BEGIN Input material

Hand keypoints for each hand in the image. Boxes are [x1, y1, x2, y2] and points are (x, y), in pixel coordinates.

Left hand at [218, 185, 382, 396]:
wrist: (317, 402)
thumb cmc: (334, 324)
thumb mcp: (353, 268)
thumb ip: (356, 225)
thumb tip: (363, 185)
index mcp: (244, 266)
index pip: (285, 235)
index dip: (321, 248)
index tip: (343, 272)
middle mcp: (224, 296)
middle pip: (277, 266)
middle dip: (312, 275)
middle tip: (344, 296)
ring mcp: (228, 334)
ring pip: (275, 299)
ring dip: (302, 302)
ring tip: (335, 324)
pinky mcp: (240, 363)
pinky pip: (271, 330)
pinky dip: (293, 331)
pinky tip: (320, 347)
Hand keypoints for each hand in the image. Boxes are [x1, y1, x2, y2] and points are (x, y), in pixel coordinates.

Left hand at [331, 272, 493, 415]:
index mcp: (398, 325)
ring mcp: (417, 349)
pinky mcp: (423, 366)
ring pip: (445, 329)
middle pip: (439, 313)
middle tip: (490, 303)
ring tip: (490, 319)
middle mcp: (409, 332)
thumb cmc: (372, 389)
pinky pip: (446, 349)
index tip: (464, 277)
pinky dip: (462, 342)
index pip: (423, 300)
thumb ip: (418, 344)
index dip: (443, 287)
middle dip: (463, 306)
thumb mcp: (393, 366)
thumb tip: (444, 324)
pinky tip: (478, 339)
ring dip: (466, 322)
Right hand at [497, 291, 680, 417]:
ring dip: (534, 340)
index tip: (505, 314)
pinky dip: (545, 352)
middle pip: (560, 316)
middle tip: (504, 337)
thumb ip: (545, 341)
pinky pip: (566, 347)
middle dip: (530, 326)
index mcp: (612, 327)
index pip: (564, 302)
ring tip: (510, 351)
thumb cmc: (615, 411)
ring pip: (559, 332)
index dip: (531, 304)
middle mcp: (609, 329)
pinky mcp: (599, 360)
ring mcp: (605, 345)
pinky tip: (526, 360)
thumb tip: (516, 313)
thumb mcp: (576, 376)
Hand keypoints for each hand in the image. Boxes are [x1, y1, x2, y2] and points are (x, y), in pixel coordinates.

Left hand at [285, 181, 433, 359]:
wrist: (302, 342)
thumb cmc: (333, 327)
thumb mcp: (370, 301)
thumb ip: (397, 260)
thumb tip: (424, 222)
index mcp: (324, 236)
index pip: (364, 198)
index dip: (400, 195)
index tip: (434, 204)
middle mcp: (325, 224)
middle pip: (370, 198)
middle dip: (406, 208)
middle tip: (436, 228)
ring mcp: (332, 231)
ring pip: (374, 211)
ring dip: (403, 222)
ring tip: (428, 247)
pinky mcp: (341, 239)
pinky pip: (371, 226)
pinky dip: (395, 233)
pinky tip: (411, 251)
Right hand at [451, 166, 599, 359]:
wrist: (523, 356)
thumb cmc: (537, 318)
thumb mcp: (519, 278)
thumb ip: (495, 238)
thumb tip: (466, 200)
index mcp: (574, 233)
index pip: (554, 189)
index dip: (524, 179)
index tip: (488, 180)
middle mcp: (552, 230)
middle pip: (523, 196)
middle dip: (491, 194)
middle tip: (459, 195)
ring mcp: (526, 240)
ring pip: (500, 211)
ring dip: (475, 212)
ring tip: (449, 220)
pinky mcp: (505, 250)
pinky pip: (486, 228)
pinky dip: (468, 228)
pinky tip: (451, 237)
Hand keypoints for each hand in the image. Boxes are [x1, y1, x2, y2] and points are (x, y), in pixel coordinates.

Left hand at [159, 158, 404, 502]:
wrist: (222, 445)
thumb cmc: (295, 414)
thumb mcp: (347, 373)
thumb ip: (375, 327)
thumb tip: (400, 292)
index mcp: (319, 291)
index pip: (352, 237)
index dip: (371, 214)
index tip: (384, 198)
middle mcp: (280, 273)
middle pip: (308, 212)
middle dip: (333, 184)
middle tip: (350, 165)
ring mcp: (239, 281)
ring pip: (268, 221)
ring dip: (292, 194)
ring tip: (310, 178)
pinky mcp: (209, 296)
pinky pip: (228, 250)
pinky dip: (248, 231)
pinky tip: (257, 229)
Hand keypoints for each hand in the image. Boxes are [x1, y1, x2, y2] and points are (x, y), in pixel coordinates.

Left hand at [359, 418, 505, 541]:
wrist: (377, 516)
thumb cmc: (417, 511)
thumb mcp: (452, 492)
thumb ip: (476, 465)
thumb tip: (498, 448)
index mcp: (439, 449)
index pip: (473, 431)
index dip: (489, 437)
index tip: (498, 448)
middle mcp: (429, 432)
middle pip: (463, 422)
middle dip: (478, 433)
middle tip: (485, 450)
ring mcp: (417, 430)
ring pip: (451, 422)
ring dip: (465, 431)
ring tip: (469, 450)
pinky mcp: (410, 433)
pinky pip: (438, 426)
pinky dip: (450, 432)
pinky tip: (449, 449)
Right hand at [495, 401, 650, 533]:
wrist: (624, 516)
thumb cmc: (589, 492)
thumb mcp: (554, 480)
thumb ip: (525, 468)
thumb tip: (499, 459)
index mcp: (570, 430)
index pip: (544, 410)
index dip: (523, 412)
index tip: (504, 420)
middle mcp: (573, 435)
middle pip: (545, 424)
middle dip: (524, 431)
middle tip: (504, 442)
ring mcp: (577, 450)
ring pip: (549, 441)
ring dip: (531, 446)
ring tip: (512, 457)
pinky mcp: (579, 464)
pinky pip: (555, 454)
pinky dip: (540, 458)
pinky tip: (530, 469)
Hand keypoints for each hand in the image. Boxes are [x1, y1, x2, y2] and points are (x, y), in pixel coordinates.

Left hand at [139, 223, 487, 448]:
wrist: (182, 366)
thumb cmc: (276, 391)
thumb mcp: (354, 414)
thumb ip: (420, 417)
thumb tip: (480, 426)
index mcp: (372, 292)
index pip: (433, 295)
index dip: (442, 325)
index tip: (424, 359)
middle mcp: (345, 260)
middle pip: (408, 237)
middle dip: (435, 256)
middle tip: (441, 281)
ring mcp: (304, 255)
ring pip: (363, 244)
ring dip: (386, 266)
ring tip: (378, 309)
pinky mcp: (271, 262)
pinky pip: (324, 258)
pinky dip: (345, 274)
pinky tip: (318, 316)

END Input material
BEGIN Input material

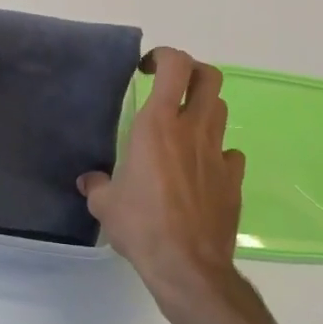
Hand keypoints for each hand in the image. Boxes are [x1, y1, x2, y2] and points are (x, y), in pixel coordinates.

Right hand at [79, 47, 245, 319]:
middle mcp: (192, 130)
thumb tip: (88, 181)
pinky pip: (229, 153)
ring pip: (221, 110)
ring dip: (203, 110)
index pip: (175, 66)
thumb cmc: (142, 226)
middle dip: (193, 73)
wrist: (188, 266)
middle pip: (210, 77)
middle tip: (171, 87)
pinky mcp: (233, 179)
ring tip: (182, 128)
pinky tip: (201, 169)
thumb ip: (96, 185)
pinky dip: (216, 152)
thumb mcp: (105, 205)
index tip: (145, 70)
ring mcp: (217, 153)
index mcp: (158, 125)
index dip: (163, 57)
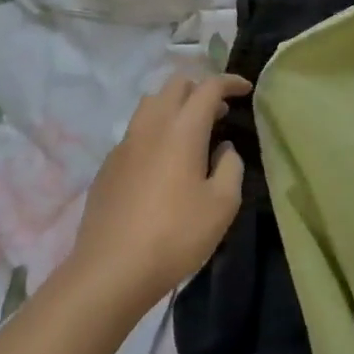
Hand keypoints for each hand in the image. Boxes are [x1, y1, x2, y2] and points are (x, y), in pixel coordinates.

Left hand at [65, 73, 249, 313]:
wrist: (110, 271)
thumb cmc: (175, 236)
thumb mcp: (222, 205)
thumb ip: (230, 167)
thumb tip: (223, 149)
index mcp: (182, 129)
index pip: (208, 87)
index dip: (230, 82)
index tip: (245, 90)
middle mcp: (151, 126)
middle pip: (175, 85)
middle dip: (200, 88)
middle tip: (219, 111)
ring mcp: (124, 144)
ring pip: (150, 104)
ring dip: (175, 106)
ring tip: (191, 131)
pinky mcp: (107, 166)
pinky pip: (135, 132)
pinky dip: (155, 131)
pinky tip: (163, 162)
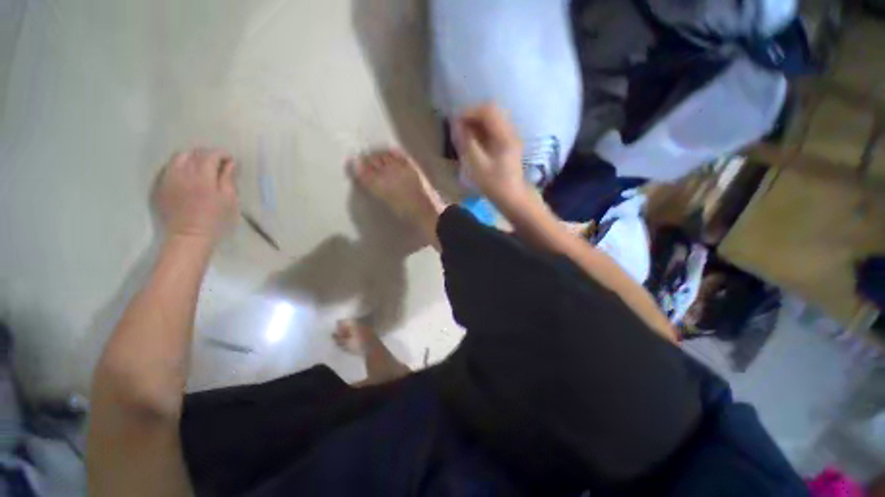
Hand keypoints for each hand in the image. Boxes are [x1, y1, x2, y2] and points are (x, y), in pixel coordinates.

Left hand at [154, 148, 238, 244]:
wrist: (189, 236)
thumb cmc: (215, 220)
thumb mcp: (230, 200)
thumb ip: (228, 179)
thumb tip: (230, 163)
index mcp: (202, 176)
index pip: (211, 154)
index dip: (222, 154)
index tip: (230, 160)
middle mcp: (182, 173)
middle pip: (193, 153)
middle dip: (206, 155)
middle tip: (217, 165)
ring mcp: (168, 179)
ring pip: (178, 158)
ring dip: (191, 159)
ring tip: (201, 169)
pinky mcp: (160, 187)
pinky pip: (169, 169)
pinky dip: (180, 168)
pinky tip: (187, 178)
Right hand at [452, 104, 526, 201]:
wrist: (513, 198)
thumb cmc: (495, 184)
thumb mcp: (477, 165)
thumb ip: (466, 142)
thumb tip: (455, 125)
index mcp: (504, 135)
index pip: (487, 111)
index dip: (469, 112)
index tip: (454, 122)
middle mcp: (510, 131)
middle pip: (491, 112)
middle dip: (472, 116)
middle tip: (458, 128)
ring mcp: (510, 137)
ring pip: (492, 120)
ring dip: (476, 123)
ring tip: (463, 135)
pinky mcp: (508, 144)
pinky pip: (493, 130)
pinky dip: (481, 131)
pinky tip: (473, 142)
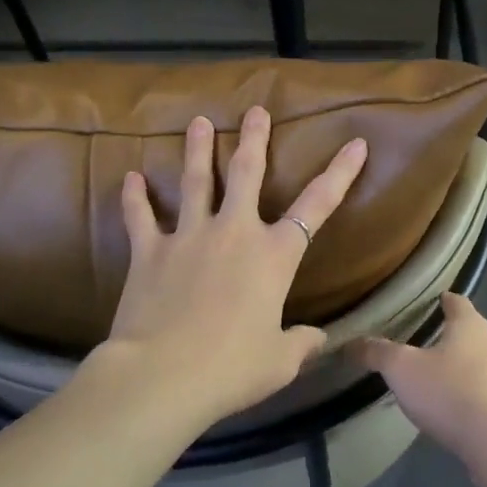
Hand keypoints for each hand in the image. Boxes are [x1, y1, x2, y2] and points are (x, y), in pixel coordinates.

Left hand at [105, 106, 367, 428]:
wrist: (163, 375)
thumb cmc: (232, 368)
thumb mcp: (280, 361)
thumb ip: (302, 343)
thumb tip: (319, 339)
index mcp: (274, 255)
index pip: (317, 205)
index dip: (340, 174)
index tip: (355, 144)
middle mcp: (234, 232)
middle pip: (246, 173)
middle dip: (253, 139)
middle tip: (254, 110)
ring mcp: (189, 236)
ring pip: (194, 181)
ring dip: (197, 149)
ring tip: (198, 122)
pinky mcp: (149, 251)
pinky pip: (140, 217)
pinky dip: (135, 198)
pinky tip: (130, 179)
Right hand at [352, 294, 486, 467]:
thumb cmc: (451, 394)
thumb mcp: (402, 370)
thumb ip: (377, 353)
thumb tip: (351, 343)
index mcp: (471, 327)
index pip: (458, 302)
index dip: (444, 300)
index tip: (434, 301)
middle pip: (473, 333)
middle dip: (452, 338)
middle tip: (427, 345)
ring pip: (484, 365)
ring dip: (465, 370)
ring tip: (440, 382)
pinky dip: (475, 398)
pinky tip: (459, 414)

END Input material

> Work order:
Your task is to restate, word for word, only those lines above that fall between the line holding "thumb mcp: (393, 366)" and the line holding "thumb ip: (397, 260)", inclusive.

> Answer below:
thumb mcp: (393, 366)
thumb tip: (444, 324)
pinky tip: (478, 339)
ring dip: (466, 322)
Right hand at [497, 291, 680, 417]:
ring dip: (534, 340)
index tip: (505, 314)
pinky dip: (545, 352)
middle pip: (560, 316)
middle tip: (504, 337)
thumb ip: (545, 341)
pinky pip: (566, 347)
middle dip: (530, 326)
index mcp: (612, 327)
index pip: (564, 302)
ring tip: (510, 351)
thumb cmc: (615, 411)
ring pip: (559, 332)
index dip: (531, 304)
middle mcp: (609, 329)
pinky mcp: (599, 360)
ring mcp: (605, 345)
pinky tip: (526, 360)
thumb tip: (516, 313)
thumb mcp: (576, 376)
Hand keypoints for each hand in the image. Boxes are [x1, y1, x2, y2] and points are (x, y), in pixel coordinates.

Left hand at [285, 181, 433, 359]:
wrist: (302, 342)
thumb cmc: (333, 327)
thumb mcp: (370, 301)
thumb ip: (397, 260)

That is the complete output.